NMST539 | Lab Session 2

Multivariate Normal Distribution

LS 2017 | Thursday 02/03/17

Rmd file (UTF8 coding)

For the second NMST539 lab session we will discover some tools, available within the R software instalation, which are meant for working with the multivariate normal distribution.

The R-software is available for download from the website: https://www.r-project.org

A user-friendly interface (one of many): RStudio.

Manuals and introduction into R (in Czech or English):

  • Bína, V., Komárek, A. a Komárková, L.: Jak na jazyk R. (PDF súbor)
  • Komárek, A.: Základy práce s R. (PDF súbor)
  • Kulich, M.: Velmi stručný úvod do R. (PDF súbor)
  • De Vries, A. a Meys, J.: R for Dummies. (ISBN-13: 978-1119055808)


R package ‘mvtnorm’

For the beginning, we need to make sure that the library for the multivariate normal distribution (mvtnorm) is loaded in the R working environment (use commad library("mvtnorm")). If the library can not be loaded we need to install it first by running the command install.packages("mvtnorm")

library("mvtnorm")

We can now use the loaded library to easily generate random values from some multivariate normal distribution with some pre-specified variance-covariance matrix \(\Sigma\).

For more details about the library (including the manual document) see the library website on R cran:
https://cran.r-project.org/web/packages/mvtnorm/index.html



Comment


It is useful to always keep in mind that everytime we are about to use some random generator in R (or any other software) it is good to predefine the initial values for the generator (in R there is a command called set.seed() to do the job). By doing so one makes sure that the obtained results are always all reconstructable and they can be easily verified.

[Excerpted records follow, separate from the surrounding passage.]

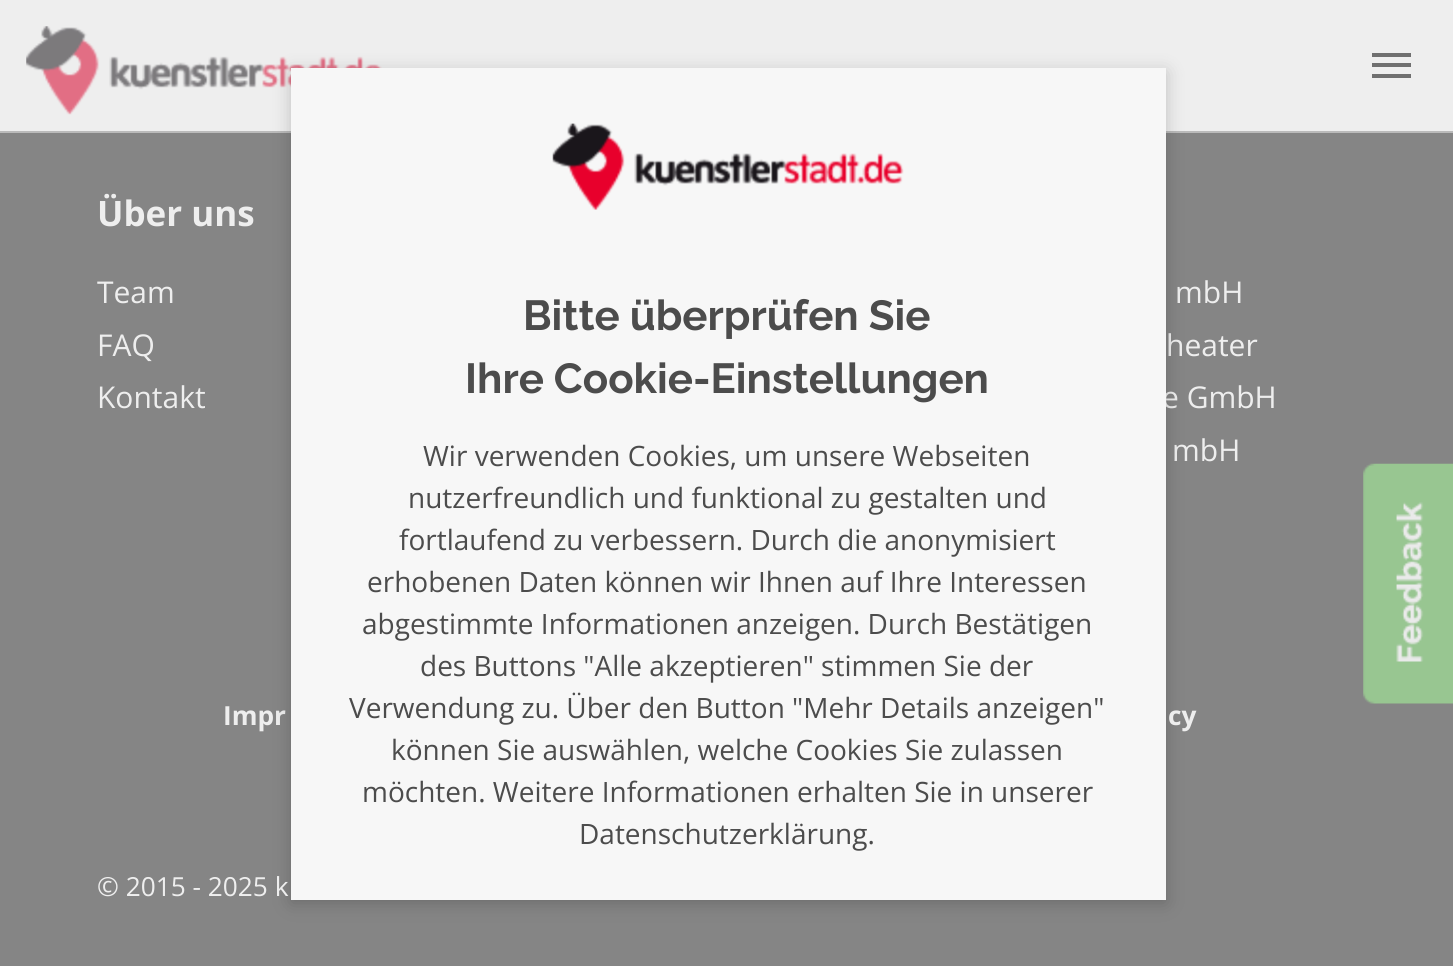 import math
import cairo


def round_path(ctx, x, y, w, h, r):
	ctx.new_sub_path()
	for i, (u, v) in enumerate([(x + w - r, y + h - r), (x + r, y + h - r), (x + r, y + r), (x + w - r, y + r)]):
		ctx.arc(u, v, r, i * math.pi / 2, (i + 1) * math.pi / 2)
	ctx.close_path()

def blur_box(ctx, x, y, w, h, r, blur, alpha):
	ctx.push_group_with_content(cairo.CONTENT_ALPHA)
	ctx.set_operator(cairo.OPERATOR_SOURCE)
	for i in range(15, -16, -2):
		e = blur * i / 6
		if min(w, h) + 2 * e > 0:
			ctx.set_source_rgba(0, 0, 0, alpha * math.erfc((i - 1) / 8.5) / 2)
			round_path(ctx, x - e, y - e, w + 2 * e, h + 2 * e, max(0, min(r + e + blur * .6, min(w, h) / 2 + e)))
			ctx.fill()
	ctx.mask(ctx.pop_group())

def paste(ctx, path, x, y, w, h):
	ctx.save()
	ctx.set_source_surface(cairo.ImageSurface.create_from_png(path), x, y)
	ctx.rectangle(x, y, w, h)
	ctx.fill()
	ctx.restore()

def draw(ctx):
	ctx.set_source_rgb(0.522, 0.522, 0.522)
	ctx.paint()
	ctx.set_source_rgb(0.933, 0.933, 0.933)
	ctx.rectangle(0, 0, 1453, 131)
	ctx.fill()
	ctx.set_source_rgb(0.729, 0.729, 0.729)
	ctx.rectangle(0, 131, 1453, 2)
	ctx.fill()
	paste(ctx, 'media/1.png', 26, 26, 356, 89)
	ctx.set_source_rgb(0.435, 0.435, 0.435)
	ctx.rectangle(1372, 53, 39, 4)
	ctx.rectangle(1372, 63, 39, 4)
	ctx.rectangle(1372, 74, 39, 4)
	ctx.fill()
	ctx.select_font_face('Open Sans', cairo.FONT_SLANT_NORMAL, cairo.FONT_WEIGHT_BOLD)
	ctx.set_font_size(35)
	ctx.set_source_rgb(0.933, 0.933, 0.933)
	ctx.move_to(97, 226)
	ctx.show_text('Über uns')
	ctx.select_font_face('Open Sans')
	ctx.set_font_size(30)
	for x, y, s in [
		(97, 303, 'Team'),
		(97, 356, 'FAQ'),
		(97, 408, 'Kontakt'),
		(1175, 303, 'mbH'),
		(1166, 356, 'heater'),
		(1162, 408, 'e GmbH'),
		(1172, 461, 'mbH'),
	]:
		ctx.move_to(x, y)
		ctx.show_text(s)
	ctx.select_font_face('Open Sans', cairo.FONT_SLANT_NORMAL, cairo.FONT_WEIGHT_BOLD)
	ctx.set_font_size(26.25)
	ctx.move_to(223, 725)
	ctx.show_text('Impr')
	ctx.set_source_rgb(0, 0, 0)
	blur_box(ctx, 291, 72, 875, 831, 0, 9, 0.2)
	ctx.set_source_rgb(0.965, 0.965, 0.965)
	ctx.rectangle(291, 68, 875, 832)
	ctx.fill()
	paste(ctx, 'media/2.png', 552, 123, 352, 87)
	ctx.select_font_face('Raleway', cairo.FONT_SLANT_NORMAL, cairo.FONT_WEIGHT_BOLD)
	ctx.set_font_size(42)
	ctx.set_source_rgb(0.298, 0.298, 0.298)
	ctx.move_to(523, 330)
	ctx.show_text('Bitte überprüfen Sie')
	ctx.move_to(465, 393)
	ctx.show_text('Ihre Cookie-Einstellungen')
	ctx.select_font_face('Open Sans')
	ctx.set_font_size(28)
	for x, y, s in [
		(423, 466, 'Wir verwenden Cookies, um unsere Webseiten'),
		(408, 508, 'nutzerfreundlich und funktional zu gestalten und'),
		(399, 550, 'fortlaufend zu verbessern. Durch die anonymisiert'),
		(367, 592, 'erhobenen Daten können wir Ihnen auf Ihre Interessen'),
		(362, 634, 'abgestimmte Informationen anzeigen. Durch Bestätigen'),
		(420, 676, 'des Buttons "Alle akzeptieren" stimmen Sie der'),
		(349, 718, 'Verwendung zu. Über den Button "Mehr Details anzeigen"'),
		(391, 760, 'können Sie auswählen, welche Cookies Sie zulassen'),
		(362, 802, 'möchten. Weitere Informationen erhalten Sie in unserer'),
		(579, 844, 'Datenschutzerklärung.'),
	]:
		ctx.move_to(x, y)
		ctx.show_text(s)
	ctx.select_font_face('Open Sans', cairo.FONT_SLANT_NORMAL, cairo.FONT_WEIGHT_BOLD)
	ctx.set_font_size(26.25)
	ctx.set_source_rgb(0.933, 0.933, 0.933)
	ctx.move_to(1168, 725)
	ctx.show_text('cy')
	ctx.select_font_face('Open Sans')
	ctx.move_to(97, 896)
	ctx.show_text('© 2015 - 2025 k')
	paste(ctx, 'media/3.png', 1363, 463, 90, 241)


surface = cairo.ImageSurface(cairo.FORMAT_RGB24, 1453, 966)
ctx = cairo.Context(surface)
options = cairo.FontOptions()
options.set_hint_metrics(cairo.HINT_METRICS_OFF)
options.set_hint_style(cairo.HINT_STYLE_NONE)
ctx.set_font_options(options)
ctx.set_miter_limit(4)
draw(ctx)
surface.write_to_png('image.png')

For instance try (among each other) the command:

(sample <- rnorm(10))
##  [1] -0.7465914  1.5746143 -0.0272531  0.4167468  1.2033093  0.7232020
##  [7]  0.4029413  0.7172862  2.1043320  0.9213117

and compare it with the same commend, however, with the initial setting of the generator done by the set.seed(1234) command (any numerical value can be used as a parameter):

set.seed(1234)
(sample <- rnorm(10))
##  [1] -1.2070657  0.2774292  1.0844412 -2.3456977  0.4291247  0.5060559
##  [7] -0.5747400 -0.5466319 -0.5644520 -0.8900378
Is it clear, what is the difference between these two outputs?



For the beginning, let us start with a simple (two-dimensional only) example: we will generate a random sample of size \(n \in \mathbb{N}\) from the two-dimensional normal distribution

\(N_{2}\Big(\boldsymbol{\mu} = \Big(\begin{array}{c}2\\3\end{array}\Big), \Sigma = \Big(\begin{array}{cc}10^2 & 6^2\\ 6^2 & 6^2\end{array}\Big) \Big)\).

Remember, that in case of a one-dimensional random generator for the normal distribution in R (command rnorm()) one needs to specify the standard error instead of the variance (compare the help sessions ?rnorm and ?rmnorm).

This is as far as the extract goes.